Этот «жанр» очень распространен в артистических и писательских семьях.

В ячейках памяти Василия Осиповича множество сохраненных ассоциаций, которые всплывают в необходимые моменты. Это что-то подобное притаившимся вирусам. Они возбуждаются, становятся активными, как только возникает благоприятная среда. Талантливый глаз у Топоркова. Он великолепно видит и самое главное, и монологи, и тонкие особенности людей и явлений. Это так же драгоценно, как абсолютный слух.

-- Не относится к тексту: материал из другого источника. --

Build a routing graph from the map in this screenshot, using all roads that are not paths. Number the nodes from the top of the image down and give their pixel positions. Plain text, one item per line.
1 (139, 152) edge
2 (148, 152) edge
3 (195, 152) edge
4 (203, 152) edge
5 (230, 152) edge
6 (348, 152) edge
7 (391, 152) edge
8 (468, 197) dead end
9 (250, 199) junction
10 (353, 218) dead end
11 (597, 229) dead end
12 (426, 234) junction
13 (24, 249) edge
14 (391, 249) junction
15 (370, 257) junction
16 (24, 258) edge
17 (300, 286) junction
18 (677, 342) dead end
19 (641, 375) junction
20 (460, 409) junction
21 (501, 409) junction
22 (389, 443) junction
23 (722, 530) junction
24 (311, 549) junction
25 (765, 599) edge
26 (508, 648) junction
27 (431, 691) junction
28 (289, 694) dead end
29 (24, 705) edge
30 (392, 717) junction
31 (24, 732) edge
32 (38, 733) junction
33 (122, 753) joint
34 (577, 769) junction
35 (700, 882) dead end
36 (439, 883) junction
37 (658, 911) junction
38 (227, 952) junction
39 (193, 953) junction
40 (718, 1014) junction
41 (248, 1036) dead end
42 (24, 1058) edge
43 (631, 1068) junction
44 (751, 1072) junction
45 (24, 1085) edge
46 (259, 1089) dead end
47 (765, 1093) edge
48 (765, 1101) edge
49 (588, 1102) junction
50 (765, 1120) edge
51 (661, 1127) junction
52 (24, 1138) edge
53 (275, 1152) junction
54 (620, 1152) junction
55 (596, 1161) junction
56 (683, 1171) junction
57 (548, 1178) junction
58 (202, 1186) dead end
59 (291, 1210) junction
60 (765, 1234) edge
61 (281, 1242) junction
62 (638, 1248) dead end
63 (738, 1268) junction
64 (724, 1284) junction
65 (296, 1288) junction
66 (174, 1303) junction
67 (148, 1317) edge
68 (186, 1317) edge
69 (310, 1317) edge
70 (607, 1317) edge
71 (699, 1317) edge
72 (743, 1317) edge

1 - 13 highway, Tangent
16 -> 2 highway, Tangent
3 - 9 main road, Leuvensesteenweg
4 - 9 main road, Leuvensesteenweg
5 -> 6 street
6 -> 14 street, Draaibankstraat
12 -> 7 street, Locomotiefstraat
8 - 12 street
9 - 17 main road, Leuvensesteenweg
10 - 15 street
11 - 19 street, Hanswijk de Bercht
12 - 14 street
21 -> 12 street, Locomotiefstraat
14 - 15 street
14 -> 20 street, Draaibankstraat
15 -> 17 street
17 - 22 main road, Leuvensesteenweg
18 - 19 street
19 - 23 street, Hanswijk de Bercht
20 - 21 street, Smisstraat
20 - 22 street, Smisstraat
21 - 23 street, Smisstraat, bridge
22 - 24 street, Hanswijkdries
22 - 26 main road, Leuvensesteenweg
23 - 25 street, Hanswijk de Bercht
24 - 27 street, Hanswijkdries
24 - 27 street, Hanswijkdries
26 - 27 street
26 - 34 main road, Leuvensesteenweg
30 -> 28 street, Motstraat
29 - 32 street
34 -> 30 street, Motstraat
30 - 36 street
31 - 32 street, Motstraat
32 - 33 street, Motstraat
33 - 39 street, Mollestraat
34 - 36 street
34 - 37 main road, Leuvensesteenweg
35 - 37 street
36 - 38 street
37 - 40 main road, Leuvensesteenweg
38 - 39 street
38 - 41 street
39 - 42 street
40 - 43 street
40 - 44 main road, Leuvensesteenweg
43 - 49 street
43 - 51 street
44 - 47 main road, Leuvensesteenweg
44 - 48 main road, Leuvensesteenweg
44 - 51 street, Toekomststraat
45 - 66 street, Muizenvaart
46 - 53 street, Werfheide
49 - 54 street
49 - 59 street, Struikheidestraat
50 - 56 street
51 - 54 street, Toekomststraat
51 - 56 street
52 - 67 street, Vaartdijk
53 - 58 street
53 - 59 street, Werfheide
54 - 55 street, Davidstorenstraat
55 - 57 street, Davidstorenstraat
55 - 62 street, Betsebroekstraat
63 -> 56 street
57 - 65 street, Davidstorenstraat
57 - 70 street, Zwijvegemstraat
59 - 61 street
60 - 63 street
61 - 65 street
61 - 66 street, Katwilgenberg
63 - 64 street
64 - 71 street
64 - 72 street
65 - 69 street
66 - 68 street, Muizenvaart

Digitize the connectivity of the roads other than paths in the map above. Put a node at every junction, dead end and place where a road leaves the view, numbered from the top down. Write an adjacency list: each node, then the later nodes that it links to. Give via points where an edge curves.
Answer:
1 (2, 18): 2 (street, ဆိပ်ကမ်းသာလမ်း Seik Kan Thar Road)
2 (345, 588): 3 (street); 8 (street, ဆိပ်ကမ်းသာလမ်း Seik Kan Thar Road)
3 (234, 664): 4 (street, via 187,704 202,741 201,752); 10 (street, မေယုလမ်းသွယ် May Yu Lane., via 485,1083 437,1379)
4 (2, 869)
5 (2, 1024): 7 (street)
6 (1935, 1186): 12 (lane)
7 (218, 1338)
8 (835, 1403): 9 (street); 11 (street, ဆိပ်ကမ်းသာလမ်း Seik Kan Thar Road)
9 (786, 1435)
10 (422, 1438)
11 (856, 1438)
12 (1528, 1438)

С Василием Осиповичем я дружу очень давно. Несмотря на некоторую разницу лет, я никогда не чувствовал давления «опыта» — напротив, он тянется к молодости, и юные всегда окружают его шумной и веселой гурьбой всюду — в студиях, в театре, в труде и отдыхе.

Я отчетливо помню торжественные и мучительные дни перехода Василия Осиповича из Коршевского театра в МХАТ. Мои коллеги В. В. Белокуров, М. П. Болдуман, Н. Н. Соснин, В. Н. Попова, А. П. Кторов, Н. К. Свободин, так же как и я, войдя в МХАТ, были растерянны. Сами мхатовские стены как будто бы потребовали другого самоощущения, не только уважительного отношения к искусству, но и какого-то внутреннего самоконтроля. Может быть, даже покорной уважительной робости. Самовлюбленность надо было оставлять перед входом в театр. Самовлюбленность противопоказана настоящему искусству. И Василий Осипович со всей честностью артиста презрел свою завоеванную славу и стал верным учеником своего учителя, каким для него был и есть Станиславский.

Ванечка в «Растратчиках» Катаева был окутан артистической робостью и смущением.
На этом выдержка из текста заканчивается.